Comme Childe, j’avais à présent un gantelet d’acier à la place de la main. Je la pliai et entendis le minuscule gémissement aigu des servos. Je ressentais une sorte de fourmillement dès que je touchais quelque chose ; la main était capable de capter une gamme subtile de degrés de chaleur ou de froid. La prothèse de Célestine était fort semblable, quoique plus fine, plus féminine, en quelque sorte. Mais, au moins, elle était à la mesure de nos mutilations, me dis-je. Childe n’avait perdu que des doigts, mais il me semblait qu’il avait accepté la pose d’un plus grand nombre d’étincelantes créations du docteur que nécessaire.
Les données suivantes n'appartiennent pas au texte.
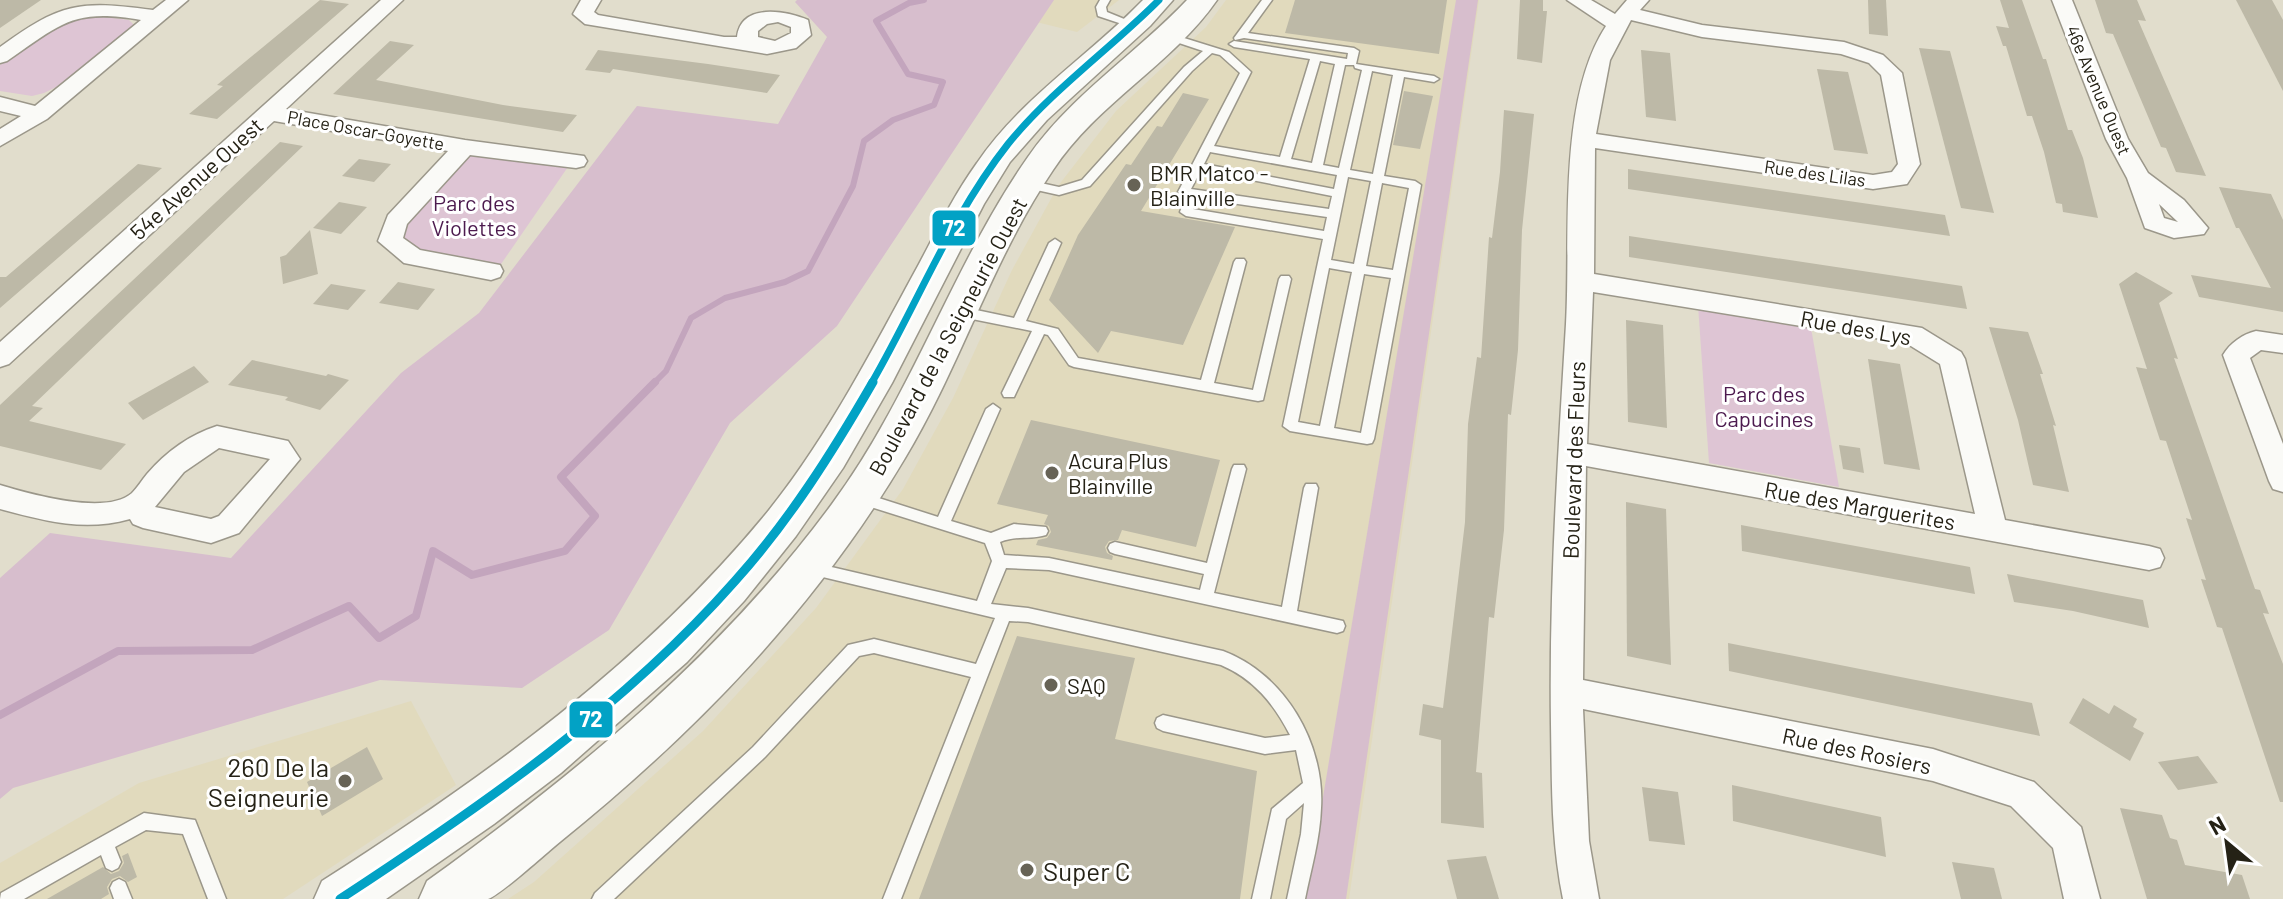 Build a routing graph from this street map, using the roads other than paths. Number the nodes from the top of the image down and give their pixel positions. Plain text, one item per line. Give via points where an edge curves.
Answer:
1 (178, 0) edge
2 (393, 0) edge
3 (591, 0) edge
4 (1105, 0) edge
5 (1159, 0) edge
6 (1203, 0) edge
7 (1267, 0) edge
8 (1577, 0) edge
9 (2062, 0) edge
10 (1627, 13) edge
11 (159, 17) junction
12 (1134, 25) junction
13 (1168, 36) junction
14 (1238, 39) junction
15 (752, 44) dead end
16 (1211, 49) junction
17 (1225, 54) junction
18 (0, 57) edge
19 (1316, 57) junction
20 (1346, 62) junction
21 (1367, 69) junction
22 (1399, 73) junction
23 (1434, 79) dead end
24 (0, 104) edge
25 (268, 113) junction
26 (39, 114) junction
27 (0, 139) edge
28 (1584, 139) junction
29 (465, 147) junction
30 (1207, 148) junction
31 (576, 161) dead end
32 (1284, 162) junction
33 (1198, 166) junction
34 (1317, 168) junction
35 (1343, 174) junction
36 (2139, 178) dead end
37 (1378, 179) junction
38 (1027, 184) junction
39 (1193, 194) junction
40 (1339, 194) junction
41 (1334, 214) junction
42 (1330, 236) junction
43 (1055, 243) dead end
44 (1240, 262) dead end
45 (1324, 263) junction
46 (1358, 268) junction
47 (491, 271) dead end
48 (1398, 275) junction
49 (1285, 279) dead end
50 (1581, 281) junction
51 (915, 303) junction
52 (962, 312) junction
53 (1018, 324) junction
54 (1040, 328) junction
55 (2283, 344) edge
56 (0, 357) edge
57 (1206, 387) junction
58 (1009, 393) dead end
59 (993, 409) dead end
60 (1326, 432) junction
61 (1571, 452) junction
62 (1239, 469) dead end
63 (2283, 481) edge
64 (1311, 488) dead end
65 (0, 497) edge
66 (860, 498) junction
67 (140, 504) junction
68 (942, 525) junction
69 (1993, 529) junction
70 (1041, 531) dead end
71 (991, 539) junction
72 (762, 547) junction
73 (1115, 548) dead end
74 (2149, 558) dead end
75 (999, 561) junction
76 (810, 568) junction
77 (1212, 570) junction
78 (1205, 598) junction
79 (981, 609) junction
80 (1004, 614) junction
81 (1288, 616) junction
82 (1337, 626) dead end
83 (980, 672) junction
84 (1566, 691) junction
85 (1163, 723) dead end
86 (1299, 742) junction
87 (1313, 785) junction
88 (105, 843) junction
89 (112, 862) dead end
90 (213, 897) edge
91 (7, 899) edge
92 (340, 899) edge
93 (445, 899) edge
94 (601, 899) edge
95 (892, 899) edge
96 (1261, 899) edge
97 (1296, 899) edge
98 (1581, 899) edge
99 (2082, 899) edge

1 - 11 street
2 - 25 street, 54e Avenue Ouest
3 - 15 street via 583,14 592,20
4 - 12 lane via 1102,14
5 - 12 main road, Boulevard de la Seigneurie Ouest
6 - 13 main road, Boulevard de la Seigneurie Ouest
7 - 14 lane
8 - 10 street
9 - 36 street, 46e Avenue Ouest via 2117,139
10 - 28 street, Boulevard des Fleurs via 1600,59
10 - 28 street, Rue des Lilas via 1717,34 1844,48 1876,59 1891,73 1909,164 1899,179 1873,182
11 - 18 street via 91,8 74,11
11 - 26 street
12 - 13 main road
12 - 51 main road, Boulevard de la Seigneurie Ouest via 1008,143
13 - 16 lane
13 - 38 main road, Boulevard de la Seigneurie Ouest via 1074,122
14 - 17 lane
14 - 19 lane
14 - 20 lane via 1354,51
16 - 17 lane
16 - 38 lane via 1086,183 1059,191
17 - 30 lane via 1246,72
19 - 20 lane
19 - 32 lane
20 - 21 lane
20 - 34 lane
21 - 22 lane
21 - 35 lane
22 - 23 lane
22 - 37 lane
24 - 26 street
25 - 29 street, Place Oscar-Goyette
25 - 56 street, 54e Avenue Ouest
26 - 27 street
28 - 50 street, Boulevard des Fleurs
29 - 31 street, Place Oscar-Goyette
29 - 47 street, Place Oscar-Goyette via 396,221 390,241 413,257
30 - 32 lane
30 - 33 lane
32 - 34 lane
33 - 39 lane via 1184,192
33 - 40 lane
34 - 35 lane
35 - 37 lane
35 - 40 lane
37 - 46 lane
37 - 48 lane via 1415,185
38 - 52 main road, Boulevard de la Seigneurie Ouest
39 - 41 lane
39 - 42 lane via 1186,212
40 - 41 lane
41 - 42 lane
42 - 45 lane
43 - 53 lane
44 - 57 lane
45 - 46 lane
45 - 60 lane via 1290,426
46 - 48 lane
46 - 60 lane
48 - 60 lane via 1367,439
49 - 57 lane via 1258,396
50 - 61 street, Boulevard des Fleurs
50 - 69 street, Rue des Lys via 1913,335 1935,346 1952,359
51 - 52 main road
51 - 72 main road, Boulevard de la Seigneurie Ouest via 851,422
52 - 53 lane
52 - 66 main road, Boulevard de la Seigneurie Ouest
53 - 54 lane
54 - 57 lane via 1053,332 1074,362
54 - 58 lane
55 - 63 street via 2256,340 2236,355
59 - 68 lane
61 - 69 street, Rue des Marguerites
61 - 84 street, Boulevard des Fleurs
62 - 77 lane
64 - 81 lane
65 - 67 street via 74,517
66 - 68 lane
66 - 76 main road, Boulevard de la Seigneurie Ouest
67 - 67 street via 143,516 211,531 229,525 286,459 278,449 217,437 196,444
68 - 71 lane
69 - 74 street, Rue des Marguerites
70 - 71 lane via 1014,530
71 - 75 lane
72 - 76 main road
72 - 92 main road, Boulevard de la Seigneurie Ouest via 702,614 589,720 458,821
73 - 77 lane
75 - 78 lane via 1032,561
75 - 79 lane
76 - 79 lane
76 - 93 main road, Boulevard de la Seigneurie Ouest via 728,661 650,737
77 - 78 lane
78 - 81 lane
79 - 80 lane
80 - 83 lane
80 - 86 lane via 1236,662 1277,697
81 - 82 lane
83 - 94 lane via 874,646 854,650 759,752
83 - 95 lane
84 - 98 street, Boulevard des Fleurs via 1572,863
84 - 99 street, Rue des Rosiers via 1933,765 2022,793 2069,839
85 - 86 lane via 1265,746
86 - 87 lane
87 - 96 lane via 1278,815
87 - 97 lane
88 - 89 lane
88 - 90 lane via 144,821 189,826
88 - 91 lane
— Ça fera l’affaire, dis-je, en me souvenant que Forqueray avait fortement irrité le docteur avec la même remarque.
— Ne comprenez-vous pas ? dit Hirz. Si on l’avait laissé faire, vous seriez comme Trintignant à présent. Dieu seul sait où il s’arrêtera.
Trintignant haussa les épaules.
— Je me contente de réparer ce que la Flèche détériore.
— Ouaip. À vous deux, vous faites une sacrée équipe, doc. (Elle lui lança un regard chargé de haine absolue.) Eh bien, désolée, mais vous poserez pas vos sales pattes sur moi.
Trintignant l’estima du regard.
— Ce ne sera pas une grande perte ; il n’y a pas beaucoup de matière brute avec quoi travailler.
— Allez vous faire foutre, espèce de pervers.
Hirz quitta la pièce.
— On dirait qu’elle veut vraiment laisser tomber, dis-je, brisant le silence qui s’ensuivit.
Célestine hocha la tête.
— Je dois avouer que je ne la désapprouve pas totalement.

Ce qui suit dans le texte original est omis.